A monthly time series of changes in maintenance expenses (ΔExp) for an equipment rental company was fit to an AR(1) model over 100 months. The results of the regression and the first twelve lagged residual autocorrelations are shown in the tables below. Based on the information in these tables, does the model appear to be appropriately specified? (Assume a 5% level of significance.)

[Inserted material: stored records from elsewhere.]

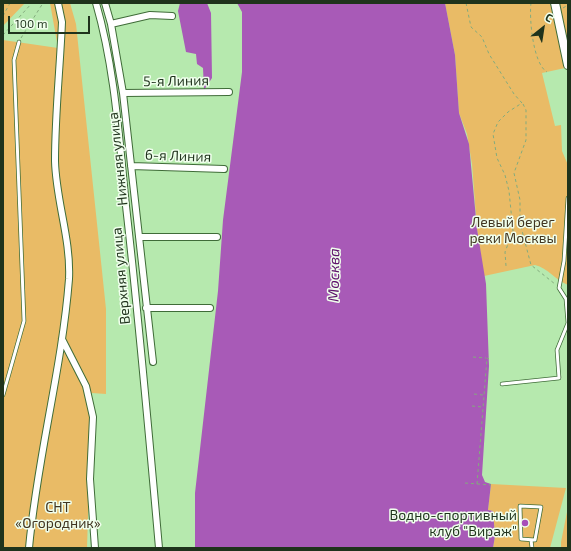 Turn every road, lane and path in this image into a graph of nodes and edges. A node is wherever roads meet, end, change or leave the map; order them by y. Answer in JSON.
{"nodes":[{"id":1,"x":10,"y":3,"type":"edge"},
{"id":2,"x":32,"y":3,"type":"edge"},
{"id":3,"x":43,"y":3,"type":"edge"},
{"id":4,"x":58,"y":3,"type":"edge"},
{"id":5,"x":96,"y":3,"type":"edge"},
{"id":6,"x":105,"y":3,"type":"edge"},
{"id":7,"x":466,"y":3,"type":"edge"},
{"id":8,"x":531,"y":3,"type":"edge"},
{"id":9,"x":554,"y":3,"type":"edge"},
{"id":10,"x":568,"y":5,"type":"edge"},
{"id":11,"x":563,"y":8,"type":"dead end"},
{"id":12,"x":6,"y":9,"type":"junction"},
{"id":13,"x":3,"y":10,"type":"edge"},
{"id":14,"x":3,"y":16,"type":"edge"},
{"id":15,"x":172,"y":16,"type":"dead end"},
{"id":16,"x":112,"y":24,"type":"junction"},
{"id":17,"x":3,"y":30,"type":"edge"},
{"id":18,"x":7,"y":30,"type":"junction"},
{"id":19,"x":3,"y":35,"type":"edge"},
{"id":20,"x":18,"y":42,"type":"joint"},
{"id":21,"x":567,"y":56,"type":"edge"},
{"id":22,"x":568,"y":65,"type":"edge"},
{"id":23,"x":547,"y":72,"type":"dead end"},
{"id":24,"x":229,"y":92,"type":"dead end"},
{"id":25,"x":123,"y":94,"type":"junction"},
{"id":26,"x":522,"y":104,"type":"junction"},
{"id":27,"x":131,"y":166,"type":"junction"},
{"id":28,"x":224,"y":169,"type":"dead end"},
{"id":29,"x":568,"y":198,"type":"edge"},
{"id":30,"x":139,"y":237,"type":"junction"},
{"id":31,"x":217,"y":237,"type":"dead end"},
{"id":32,"x":506,"y":266,"type":"dead end"},
{"id":33,"x":559,"y":288,"type":"junction"},
{"id":34,"x":146,"y":308,"type":"junction"},
{"id":35,"x":210,"y":308,"type":"dead end"},
{"id":36,"x":62,"y":339,"type":"junction"},
{"id":37,"x":473,"y":357,"type":"dead end"},
{"id":38,"x":487,"y":358,"type":"junction"},
{"id":39,"x":489,"y":359,"type":"dead end"},
{"id":40,"x":153,"y":362,"type":"dead end"},
{"id":41,"x":502,"y":384,"type":"dead end"},
{"id":42,"x":474,"y":394,"type":"dead end"},
{"id":43,"x":3,"y":395,"type":"edge"},
{"id":44,"x":484,"y":395,"type":"junction"},
{"id":45,"x":472,"y":406,"type":"dead end"},
{"id":46,"x":483,"y":407,"type":"junction"},
{"id":47,"x":466,"y":483,"type":"dead end"},
{"id":48,"x":477,"y":484,"type":"junction"},
{"id":49,"x":491,"y":485,"type":"dead end"},
{"id":50,"x":531,"y":540,"type":"junction"},
{"id":51,"x":29,"y":548,"type":"edge"},
{"id":52,"x":95,"y":548,"type":"edge"},
{"id":53,"x":159,"y":548,"type":"edge"},
{"id":54,"x":532,"y":548,"type":"edge"}],
"edges":[{"from":1,"to":12,"type":"path"},
{"from":2,"to":18,"type":"path"},
{"from":3,"to":20,"type":"path"},
{"from":4,"to":36,"type":"street"},
{"from":5,"to":53,"type":"street","name":"Верхняя улица"},
{"from":6,"to":16,"type":"street","name":"Нижняя улица"},
{"from":7,"to":26,"type":"path"},
{"from":8,"to":23,"type":"path"},
{"from":9,"to":21,"type":"street"},
{"from":10,"to":11,"type":"path"},
{"from":12,"to":13,"type":"path"},
{"from":12,"to":14,"type":"path"},
{"from":15,"to":16,"type":"street"},
{"from":16,"to":25,"type":"street","name":"Нижняя улица"},
{"from":17,"to":18,"type":"path"},
{"from":18,"to":19,"type":"path"},
{"from":20,"to":43,"type":"lane"},
{"from":21,"to":22,"type":"street"},
{"from":24,"to":25,"type":"street","name":"5-я Линия"},
{"from":25,"to":27,"type":"street","name":"Нижняя улица"},
{"from":26,"to":32,"type":"path"},
{"from":26,"to":33,"type":"path"},
{"from":27,"to":28,"type":"street","name":"6-я Линия"},
{"from":27,"to":30,"type":"street","name":"Нижняя улица"},
{"from":29,"to":33,"type":"lane"},
{"from":30,"to":31,"type":"street"},
{"from":30,"to":34,"type":"street","name":"Нижняя улица"},
{"from":33,"to":41,"type":"lane"},
{"from":34,"to":35,"type":"street"},
{"from":34,"to":40,"type":"street","name":"Нижняя улица"},
{"from":36,"to":51,"type":"street"},
{"from":36,"to":52,"type":"street"},
{"from":37,"to":38,"type":"path"},
{"from":38,"to":39,"type":"path"},
{"from":38,"to":44,"type":"path"},
{"from":42,"to":44,"type":"path"},
{"from":44,"to":46,"type":"path"},
{"from":45,"to":46,"type":"path"},
{"from":46,"to":48,"type":"path"},
{"from":47,"to":48,"type":"path"},
{"from":48,"to":49,"type":"path"},
{"from":50,"to":50,"type":"lane"},
{"from":50,"to":54,"type":"lane"}]}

Regression Results for Maintenance Expense Changes
Model: DExpt = b0 + b1DExpt–1 + et
	Coefficients	Standard Error	t-Statistic	p-value
Intercept	1.3304	0.0089	112.2849	< 0.0001
Lag-1	0.1817	0.0061	30.0125	< 0.0001

Lagged Residual Autocorrelations for Maintenance Expense Changes
Lag	Autocorrelation	t-Statistic	Lag	Autocorrelation	t-Statistic
1	−0.239	−2.39	7	−0.018	−0.18
2	−0.278	−2.78	8	−0.033	−0.33
3	−0.045	−0.45	9	0.261	2.61
4	−0.033	−0.33	10	−0.060	−0.60
5	−0.180	−1.80	11	0.212	2.12
6	−0.110	−1.10	12	0.022	0.22

A) No, because several of the residual autocorrelations are significant.

B) Yes, because the intercept and the lag coefficient are significant.

C) Yes, because most of the residual autocorrelations are negative.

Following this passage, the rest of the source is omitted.